Discovery of ancient stars on the stellar thin disk of the Milky Way

A surprising discovery about the evolution of our galaxy using data from the Gaia mission found a large number of ancient stars on orbits similar to that of our sun. They formed the Milky Way's thin disk less than 1 billion years after the Big Bang, several billion years earlier than previously believed.

The Milky Way galaxy has a large halo, a central bulge and bar, a thick disk and a thin disk. Most stars are located in the so-called thin disk of our Milky Way and follow an organized rotation around the galactic center. Middle-aged stars such as our 4.6-billion-year-old sun belong to the thin disk, which was generally thought to have started forming around 8 to 10 billion years ago.

Understanding how the Milky Way was formed is a major goal of galactic archaeology. To achieve this, detailed maps of the galaxy that show the ages, chemical compositions, and movements of stars are needed. These maps, known as chrono-chemo-kinematical maps, help to piece together the history of our galaxy.
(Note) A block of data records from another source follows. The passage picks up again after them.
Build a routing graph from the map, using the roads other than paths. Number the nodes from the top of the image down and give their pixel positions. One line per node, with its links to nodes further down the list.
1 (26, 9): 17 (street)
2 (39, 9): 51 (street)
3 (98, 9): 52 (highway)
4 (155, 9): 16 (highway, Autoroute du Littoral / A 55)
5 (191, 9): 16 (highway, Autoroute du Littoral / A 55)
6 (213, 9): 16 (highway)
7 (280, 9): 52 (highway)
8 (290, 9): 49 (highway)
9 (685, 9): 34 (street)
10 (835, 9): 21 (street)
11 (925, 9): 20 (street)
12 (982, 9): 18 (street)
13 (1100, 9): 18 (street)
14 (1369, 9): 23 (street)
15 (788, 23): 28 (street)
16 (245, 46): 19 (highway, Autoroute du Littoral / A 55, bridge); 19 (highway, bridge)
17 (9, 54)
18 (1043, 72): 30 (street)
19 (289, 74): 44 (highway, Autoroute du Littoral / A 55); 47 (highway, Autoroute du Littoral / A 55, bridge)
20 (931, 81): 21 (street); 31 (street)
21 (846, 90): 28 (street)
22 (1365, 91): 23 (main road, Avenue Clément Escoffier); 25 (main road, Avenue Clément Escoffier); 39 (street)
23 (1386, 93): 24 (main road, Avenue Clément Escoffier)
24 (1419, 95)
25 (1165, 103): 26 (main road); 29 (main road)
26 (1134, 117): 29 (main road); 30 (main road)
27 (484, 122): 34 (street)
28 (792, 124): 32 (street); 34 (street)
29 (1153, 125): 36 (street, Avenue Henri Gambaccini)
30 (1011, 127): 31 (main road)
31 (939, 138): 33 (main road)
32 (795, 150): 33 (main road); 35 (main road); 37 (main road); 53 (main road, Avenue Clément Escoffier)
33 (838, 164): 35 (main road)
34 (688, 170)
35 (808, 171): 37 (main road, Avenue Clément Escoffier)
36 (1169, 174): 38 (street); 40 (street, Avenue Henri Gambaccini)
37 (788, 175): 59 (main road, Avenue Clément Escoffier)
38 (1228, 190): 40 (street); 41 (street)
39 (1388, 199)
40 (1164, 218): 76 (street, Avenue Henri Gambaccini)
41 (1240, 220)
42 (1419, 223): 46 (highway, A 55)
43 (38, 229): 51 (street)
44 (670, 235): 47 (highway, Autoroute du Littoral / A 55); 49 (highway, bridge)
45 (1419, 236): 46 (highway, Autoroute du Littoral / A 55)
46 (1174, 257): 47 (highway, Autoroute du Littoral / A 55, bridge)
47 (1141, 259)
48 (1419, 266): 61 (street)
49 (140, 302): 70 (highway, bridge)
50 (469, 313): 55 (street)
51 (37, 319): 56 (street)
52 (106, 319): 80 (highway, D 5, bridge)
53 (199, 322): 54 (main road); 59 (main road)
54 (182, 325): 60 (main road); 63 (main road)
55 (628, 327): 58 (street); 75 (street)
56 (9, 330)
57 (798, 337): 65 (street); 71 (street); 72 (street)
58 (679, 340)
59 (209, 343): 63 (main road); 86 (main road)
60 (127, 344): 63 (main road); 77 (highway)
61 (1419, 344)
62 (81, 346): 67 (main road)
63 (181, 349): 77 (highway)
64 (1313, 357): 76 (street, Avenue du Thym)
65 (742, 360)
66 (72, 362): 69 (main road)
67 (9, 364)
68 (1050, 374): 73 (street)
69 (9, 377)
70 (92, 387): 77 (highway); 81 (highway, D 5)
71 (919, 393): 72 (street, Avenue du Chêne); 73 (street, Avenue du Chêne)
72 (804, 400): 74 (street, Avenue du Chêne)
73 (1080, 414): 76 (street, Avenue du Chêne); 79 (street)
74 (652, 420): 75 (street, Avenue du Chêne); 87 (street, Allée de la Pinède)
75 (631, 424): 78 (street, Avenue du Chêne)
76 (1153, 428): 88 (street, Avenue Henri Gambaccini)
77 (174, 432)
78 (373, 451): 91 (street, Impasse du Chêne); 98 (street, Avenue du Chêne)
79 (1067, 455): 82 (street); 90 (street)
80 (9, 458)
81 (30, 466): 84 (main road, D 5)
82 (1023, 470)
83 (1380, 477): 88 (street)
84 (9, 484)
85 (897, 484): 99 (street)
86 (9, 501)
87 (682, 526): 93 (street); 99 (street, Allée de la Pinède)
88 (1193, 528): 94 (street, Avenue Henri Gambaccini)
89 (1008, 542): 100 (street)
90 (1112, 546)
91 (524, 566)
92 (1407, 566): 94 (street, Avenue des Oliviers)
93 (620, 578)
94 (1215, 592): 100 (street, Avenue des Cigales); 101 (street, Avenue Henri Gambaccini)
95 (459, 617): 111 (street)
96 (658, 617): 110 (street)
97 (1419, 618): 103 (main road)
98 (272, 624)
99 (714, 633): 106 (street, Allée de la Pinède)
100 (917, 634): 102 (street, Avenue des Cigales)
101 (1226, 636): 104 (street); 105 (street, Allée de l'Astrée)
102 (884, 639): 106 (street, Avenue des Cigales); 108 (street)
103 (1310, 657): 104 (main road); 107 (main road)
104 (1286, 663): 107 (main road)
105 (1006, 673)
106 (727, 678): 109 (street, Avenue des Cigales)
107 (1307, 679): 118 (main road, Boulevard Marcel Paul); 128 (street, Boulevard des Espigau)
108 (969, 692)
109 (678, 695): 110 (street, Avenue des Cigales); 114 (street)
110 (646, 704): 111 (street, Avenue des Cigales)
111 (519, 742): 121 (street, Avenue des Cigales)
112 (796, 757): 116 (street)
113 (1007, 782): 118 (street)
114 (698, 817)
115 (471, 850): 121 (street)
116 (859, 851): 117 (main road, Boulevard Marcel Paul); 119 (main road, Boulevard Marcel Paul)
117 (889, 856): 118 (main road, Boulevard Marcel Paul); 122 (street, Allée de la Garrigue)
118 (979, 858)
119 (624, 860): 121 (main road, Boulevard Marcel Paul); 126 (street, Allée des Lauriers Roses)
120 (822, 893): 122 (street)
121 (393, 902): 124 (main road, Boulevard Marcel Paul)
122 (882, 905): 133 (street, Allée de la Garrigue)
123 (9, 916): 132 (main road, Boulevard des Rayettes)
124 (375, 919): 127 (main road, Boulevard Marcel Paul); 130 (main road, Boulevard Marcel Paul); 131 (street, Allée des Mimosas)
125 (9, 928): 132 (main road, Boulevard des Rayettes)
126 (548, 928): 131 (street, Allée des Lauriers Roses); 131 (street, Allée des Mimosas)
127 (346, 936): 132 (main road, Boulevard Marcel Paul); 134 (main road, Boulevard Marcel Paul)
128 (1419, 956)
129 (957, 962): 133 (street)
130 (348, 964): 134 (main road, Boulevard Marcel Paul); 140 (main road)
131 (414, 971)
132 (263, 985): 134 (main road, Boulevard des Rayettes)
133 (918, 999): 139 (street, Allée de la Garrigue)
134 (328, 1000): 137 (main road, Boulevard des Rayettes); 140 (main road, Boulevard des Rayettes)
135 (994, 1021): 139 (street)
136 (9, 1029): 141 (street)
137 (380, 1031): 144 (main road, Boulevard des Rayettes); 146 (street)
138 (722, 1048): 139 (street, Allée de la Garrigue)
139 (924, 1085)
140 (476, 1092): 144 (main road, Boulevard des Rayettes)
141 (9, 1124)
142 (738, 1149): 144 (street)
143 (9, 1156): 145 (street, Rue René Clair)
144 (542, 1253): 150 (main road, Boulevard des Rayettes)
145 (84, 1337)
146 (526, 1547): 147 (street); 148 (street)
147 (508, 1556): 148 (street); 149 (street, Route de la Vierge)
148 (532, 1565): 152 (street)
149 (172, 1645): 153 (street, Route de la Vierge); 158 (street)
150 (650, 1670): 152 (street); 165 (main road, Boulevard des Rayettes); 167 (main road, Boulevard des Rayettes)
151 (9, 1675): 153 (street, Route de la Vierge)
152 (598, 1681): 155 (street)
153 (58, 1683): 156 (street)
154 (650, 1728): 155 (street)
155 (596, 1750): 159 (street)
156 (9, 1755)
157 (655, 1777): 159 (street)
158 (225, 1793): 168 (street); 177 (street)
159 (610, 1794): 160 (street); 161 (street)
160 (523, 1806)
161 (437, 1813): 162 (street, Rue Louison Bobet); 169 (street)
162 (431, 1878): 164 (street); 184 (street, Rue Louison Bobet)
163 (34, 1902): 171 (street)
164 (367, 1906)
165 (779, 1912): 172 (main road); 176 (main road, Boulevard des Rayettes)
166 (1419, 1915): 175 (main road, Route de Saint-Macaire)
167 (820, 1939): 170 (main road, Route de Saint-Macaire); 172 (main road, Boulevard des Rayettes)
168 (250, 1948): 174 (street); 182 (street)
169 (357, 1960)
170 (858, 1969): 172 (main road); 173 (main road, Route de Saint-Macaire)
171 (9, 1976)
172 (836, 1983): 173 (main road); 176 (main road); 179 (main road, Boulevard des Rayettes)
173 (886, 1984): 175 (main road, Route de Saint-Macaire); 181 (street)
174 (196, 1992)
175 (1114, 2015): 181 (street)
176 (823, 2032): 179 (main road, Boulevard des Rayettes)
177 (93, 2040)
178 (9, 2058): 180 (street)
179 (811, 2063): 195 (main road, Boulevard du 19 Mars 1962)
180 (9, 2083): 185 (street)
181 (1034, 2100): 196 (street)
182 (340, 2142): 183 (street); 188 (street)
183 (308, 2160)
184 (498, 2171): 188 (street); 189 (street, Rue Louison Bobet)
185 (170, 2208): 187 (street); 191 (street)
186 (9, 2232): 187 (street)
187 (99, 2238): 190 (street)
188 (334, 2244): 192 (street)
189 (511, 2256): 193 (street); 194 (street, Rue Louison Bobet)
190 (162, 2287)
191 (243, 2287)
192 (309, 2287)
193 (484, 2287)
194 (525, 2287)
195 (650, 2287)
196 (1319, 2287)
Creating these detailed maps is challenging because it requires large datasets of stars with accurately known ages.

One common approach to overcome this challenge is to study very metal-poor stars, which are old, to provide a window into the early Milky Way. Very metal-poor stars are known to be old because they were among the first stars to form when the universe was still largely composed of hydrogen and helium, before many of the heavier elements were created and distributed by successive generations of stars.

Using a data set from the European Space Agency (ESA) Gaia Mission, an international team led by astronomers from the Leibniz Institute for Astrophysics Potsdam (AIP) studied stars in the solar neighborhood, about 3,200 light years around the sun. They discovered a surprising number of very old stars in thin disk orbits; the majority of these are older than 10 billion years, some of them even older than 13 billion years.

These ancient stars show a wide range of metal compositions: some are very metal-poor (as expected), while others have twice the metal content of our much younger sun, indicating that a rapid metal enrichment took place in the early phase of the Milky Way's evolution.

"These ancient stars in the disk suggest that the formation of the Milky Way's thin disk began much earlier than previously believed, by about 4–5 billion years," explains Samir Nepal from AIP and first author of the study, which has been accepted for publication by Astronomy and Astrophysics and is available on the arXiv preprint server.

"This study also highlights that our galaxy had an intense star formation at early epochs leading to very fast metal enrichment in the inner regions and the formation of the disk. This discovery aligns the Milky Way's disk formation timeline with those of high-redshift galaxies observed by the James Webb Space Telescope (JWST) and Atacama Large Millimeter Array (ALMA) Radio Telescope.

"It indicates that cold disks can form and stabilize very early in the universe's history, providing new insights into the evolution of galaxies."

"Our study suggests that the thin disk of the Milky Way may have formed much earlier than we had thought, and that its formation is strongly related to the early chemical enrichment of the innermost regions of our galaxy," explains Cristina Chiappini. "The combination of data from different sources and the application of advanced machine learning techniques have enabled us to increase the number of stars with high quality stellar parameters, a key step to lead our team to these new insights."

The results were made possible by the third data release of the Gaia mission. The team analyzed the stellar parameters of more than 800,000 stars using a novel machine learning method that combines information from different types of data to provide improved stellar parameters with high precision. These precise measurements include gravity, temperature, metal content, distances, kinematics and the age of the stars.

In the future, a similar machine learning technique will be used to analyze millions of spectra, collected by the 4MIDABLE-LR survey with the 4-meter Multi-Object Spectroscopic Telescope (4MOST), starting operations in 2025.